What did Blake mean by 'Innocence' and 'Experience'?

There are very many differing views about what Blake means by the terms ‘Innocence' and ‘Experience'. What follows is one view based on what is known of Blake's beliefs and reading at the time he wrote the Songs.

Blake describes the entire sequence as ‘the two contrary states of the soul'. In the light of this we should not read innocence and experience as states which follow one another, but as co-existing states which characterise fallen humanity. This view is supported by his other work at this period and his reading of Swedenborg and Boehme. See Religious / philosophical background > Philosophical influences on Blake.

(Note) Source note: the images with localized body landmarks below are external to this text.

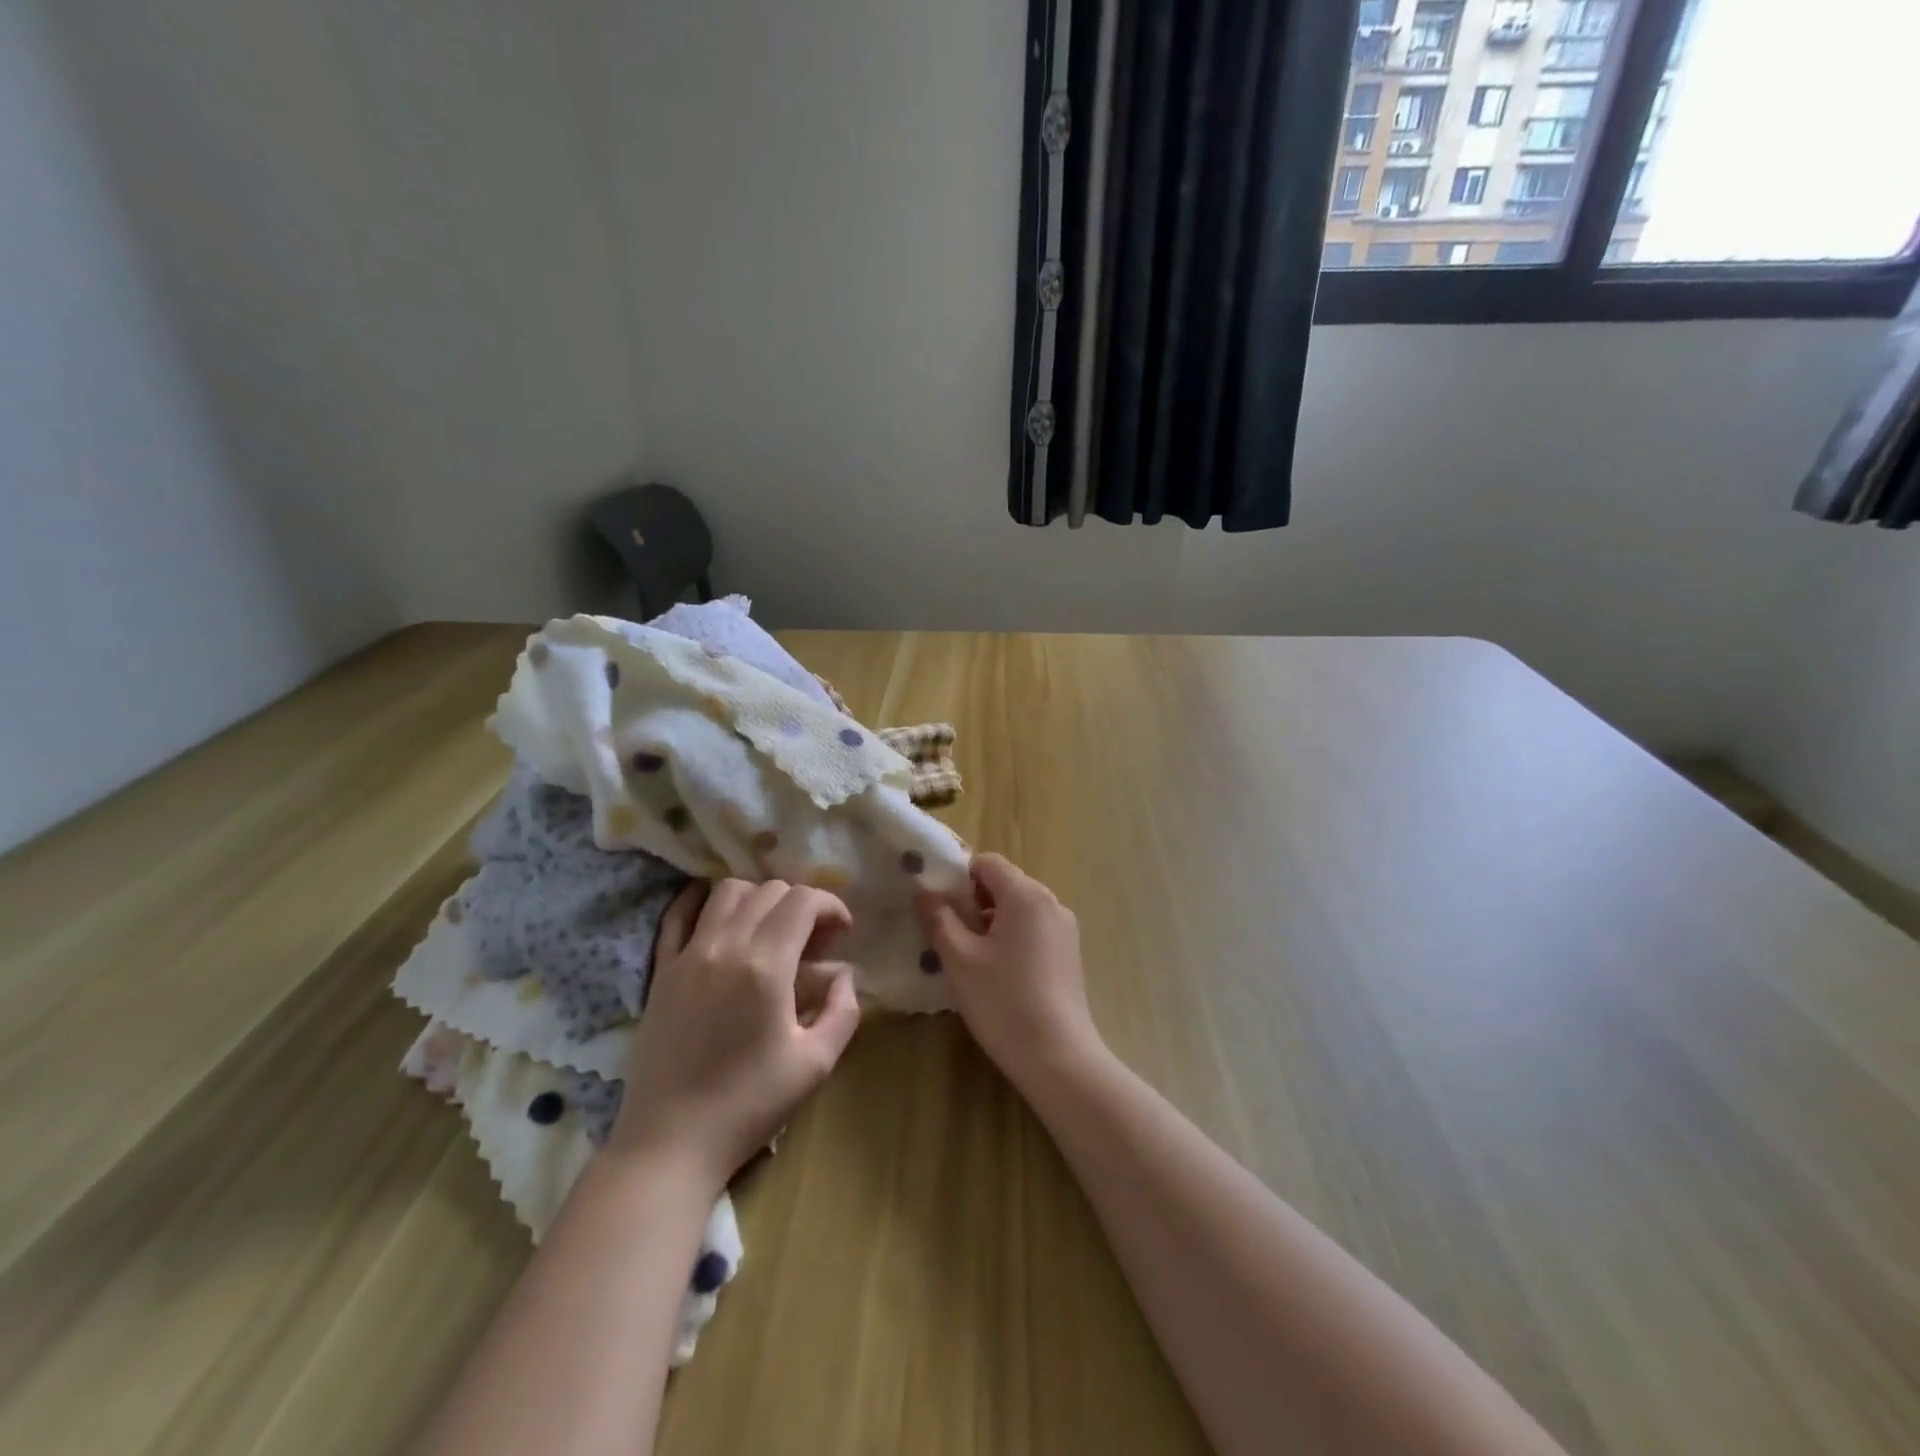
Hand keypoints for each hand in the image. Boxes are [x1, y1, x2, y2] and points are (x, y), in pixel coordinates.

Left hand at [609, 879, 862, 1189]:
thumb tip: (845, 976)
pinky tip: (717, 913)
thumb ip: (843, 1010)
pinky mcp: (661, 971)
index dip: (831, 905)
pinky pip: (677, 915)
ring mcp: (687, 955)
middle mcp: (724, 946)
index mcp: (765, 966)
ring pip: (726, 892)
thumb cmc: (749, 1105)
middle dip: (801, 903)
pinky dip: (701, 901)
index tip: (843, 932)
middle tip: (813, 940)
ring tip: (771, 929)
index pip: (803, 901)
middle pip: (769, 891)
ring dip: (758, 898)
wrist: (670, 1142)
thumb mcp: (816, 1064)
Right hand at [916, 853, 1101, 1091]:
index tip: (938, 906)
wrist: (1058, 1057)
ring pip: (1018, 907)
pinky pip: (1033, 928)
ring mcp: (1064, 928)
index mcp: (1025, 894)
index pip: (987, 862)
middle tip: (948, 933)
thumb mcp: (959, 959)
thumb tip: (924, 891)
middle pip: (1004, 883)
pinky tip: (996, 972)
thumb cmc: (1003, 1002)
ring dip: (991, 921)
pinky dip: (1011, 937)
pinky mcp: (1069, 952)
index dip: (958, 877)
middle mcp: (1050, 901)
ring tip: (968, 956)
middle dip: (973, 901)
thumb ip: (939, 918)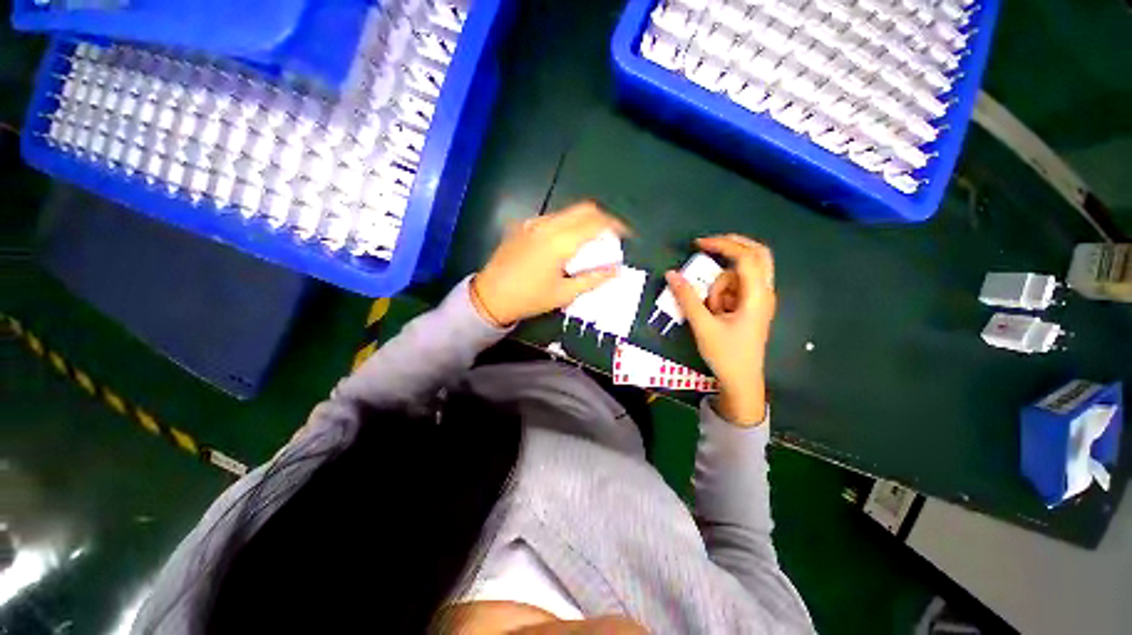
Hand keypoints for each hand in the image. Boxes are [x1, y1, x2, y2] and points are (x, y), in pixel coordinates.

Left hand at [472, 201, 628, 325]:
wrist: (490, 296)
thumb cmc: (529, 299)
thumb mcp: (564, 294)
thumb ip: (592, 279)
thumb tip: (616, 270)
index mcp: (559, 242)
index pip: (595, 222)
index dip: (615, 226)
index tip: (626, 235)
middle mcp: (547, 225)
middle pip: (583, 209)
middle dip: (602, 219)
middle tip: (611, 236)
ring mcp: (533, 223)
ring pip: (568, 212)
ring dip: (584, 221)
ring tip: (591, 241)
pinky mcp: (523, 226)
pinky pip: (552, 218)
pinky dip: (567, 224)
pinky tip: (566, 242)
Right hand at [665, 234, 775, 425]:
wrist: (741, 382)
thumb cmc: (726, 355)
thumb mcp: (703, 326)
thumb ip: (687, 298)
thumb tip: (671, 274)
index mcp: (757, 296)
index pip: (746, 257)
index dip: (723, 245)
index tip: (698, 244)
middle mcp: (764, 293)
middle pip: (757, 255)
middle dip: (732, 246)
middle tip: (707, 246)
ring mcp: (759, 300)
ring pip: (742, 274)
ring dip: (722, 282)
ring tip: (711, 309)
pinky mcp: (752, 307)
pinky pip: (737, 287)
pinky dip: (724, 291)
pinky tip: (716, 311)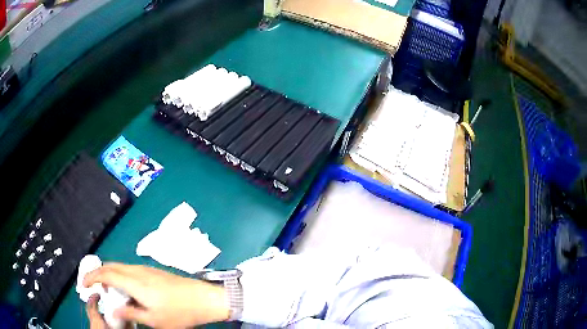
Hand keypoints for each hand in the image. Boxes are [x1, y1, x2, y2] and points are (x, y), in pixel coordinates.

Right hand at [84, 263, 229, 328]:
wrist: (204, 298)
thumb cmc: (179, 313)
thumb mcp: (154, 320)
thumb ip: (131, 313)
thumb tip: (113, 311)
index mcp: (135, 282)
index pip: (105, 273)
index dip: (91, 276)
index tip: (83, 284)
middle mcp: (137, 271)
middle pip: (110, 266)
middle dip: (98, 274)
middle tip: (94, 288)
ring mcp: (146, 269)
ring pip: (120, 267)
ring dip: (109, 275)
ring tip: (108, 291)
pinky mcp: (153, 271)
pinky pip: (129, 270)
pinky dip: (120, 276)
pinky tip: (125, 290)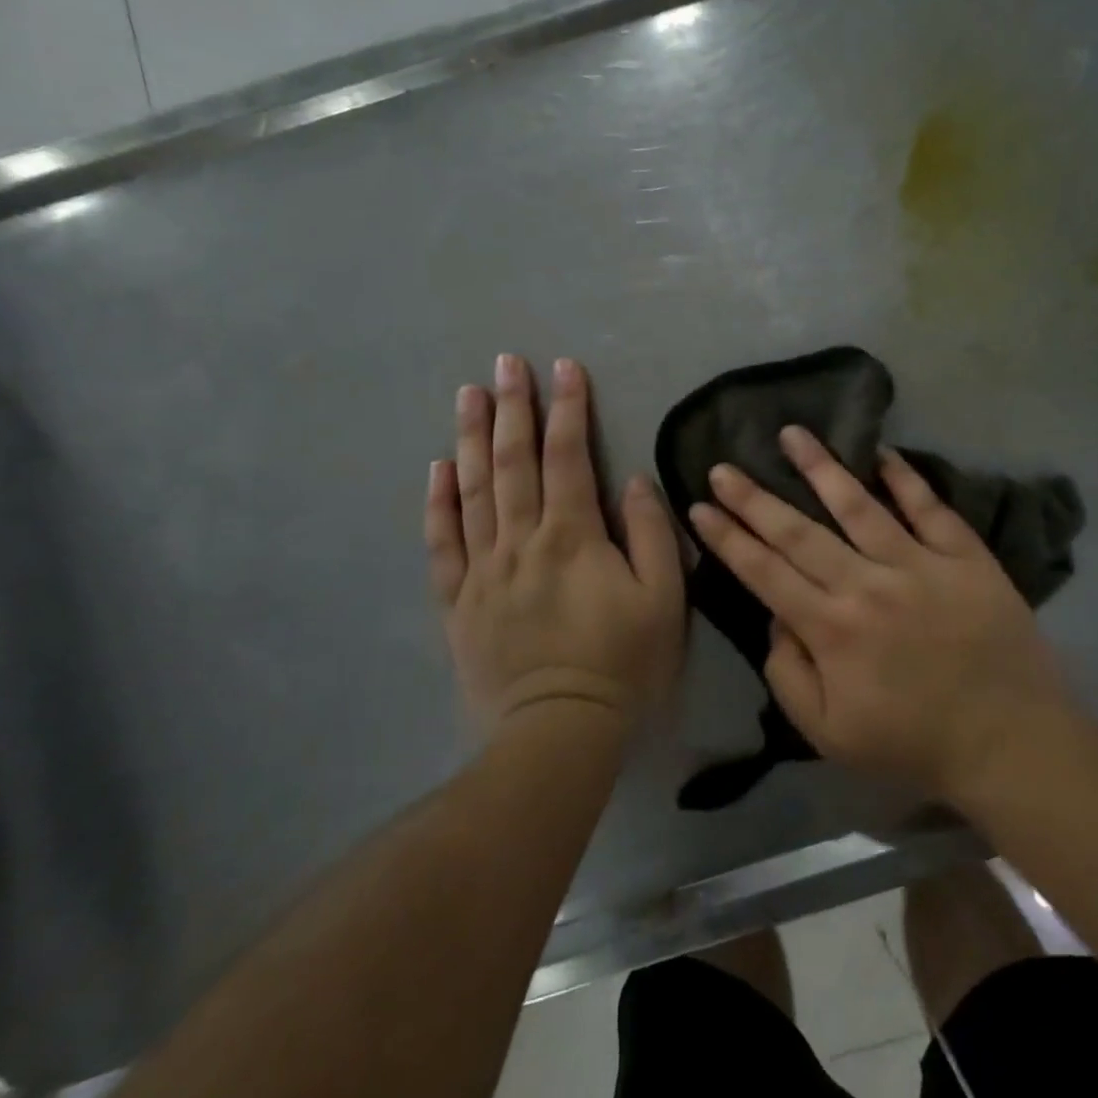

The Marriage of Heaven and Hell

In Blake's The Marriage of Heaven and Hell (1793) he portrays his belief that fallen humanity labours under the false division between body and soul, energy and reason:

  • The body and energy are regarded as ‘evil'
  • The soul and reason are seen as ‘good'.

‘Woe' comes to people because they persist in creating such oppositions, which they perceive as antagonistic. This renders either side of the dichotomy harmful and incomplete.

To understand the human condition rightly, Blake felt that it was necessary to see that human beings are made up of such contraries, rather than destroyed by them. So, according to Blake, the correct understanding is to regard:

  • The ‘body' as what the senses can perceive of the soul
  • ‘Reason' as simply marking the outward boundary of human thought.

As Blake remarks in his marginalia to the writings of Swedenborg (Wisdom of Angels Concerning Divine Love and Divine Wisdom c1788):

‘Heaven and Hell are born together'.

Blake's philosophy of contraries

  • Blake read the mystical writings of Jacob Boehme (see Religious / philosophical background > Philosophical influences on Blake). There, he would have met the belief that innocence and fallenness co-exist in human beings as their normal state
  • Blake's close reading of the prophets of the Old Testament would also have confirmed his conviction regarding the co-existence of contraries in humankind, since he believed human beings to be ‘receptacles of spirit' (i.e. they were a combination of two ‘ingredients' already)
  • Further, human beings are made in the ‘image of God' and God says of himself:
‘I form the light and create darkness,
I bring prosperity and create disaster;
I, the LORD, do all these things. ' (Isaiah 45:7)
  • Blake would also have known the apparent contradiction of Jesus' saying in Matthew 10:16:
‘I am sending you out like sheep among wolves. Therefore be as shrewd as snakes and as innocent as doves.'

Blake's application of Boehme

So Blake can be understood here in the light of his reading of Boehme. He is applying what Boehme says of God, to human beings:

  • Evil occurs when one aspect of an individual's life strives to become the only aspect.

For example:

  • Innocence is a capacity for freshness of vision, for joy, for celebration
  • But it is also vulnerable; it is often ignorant of the negative aspects of life and, in Blake's eyes, therefore lacks wisdom
  • It is not a complete vision of reality
  • It should not be seen as totally ‘good' in contrast to ‘experience' as totally ‘bad'.
     
  • Experience is equally incomplete in its vision of reality
  • However, in human life the Fall of humankind into separate selfhood means that experience overwhelms innocence and becomes the dominant mode of existence
  • Instead of existing alongside innocence, it devours it
  • This leads to humanity having a blinkered perspective, seeing the world / God only as a reflection of its own ‘fallen' characteristics
  • Experience therefore becomes evil, not because it is intrinsically so but because it has been divorced from innocence and established as the only reality.

Blake's ideas can be summarised by his motto to The Songs of Innocence and Experience and in some lines from Auguries of Innocence:

Man was made for joy and woe;
And when this we rightly know,
Thro' the world we safely go.

Joy and woe are woven fine,
A clothing for the soul divine.

These ideas underpin all of Blake's poems in this collection. Different aspects are highlighted in different poems.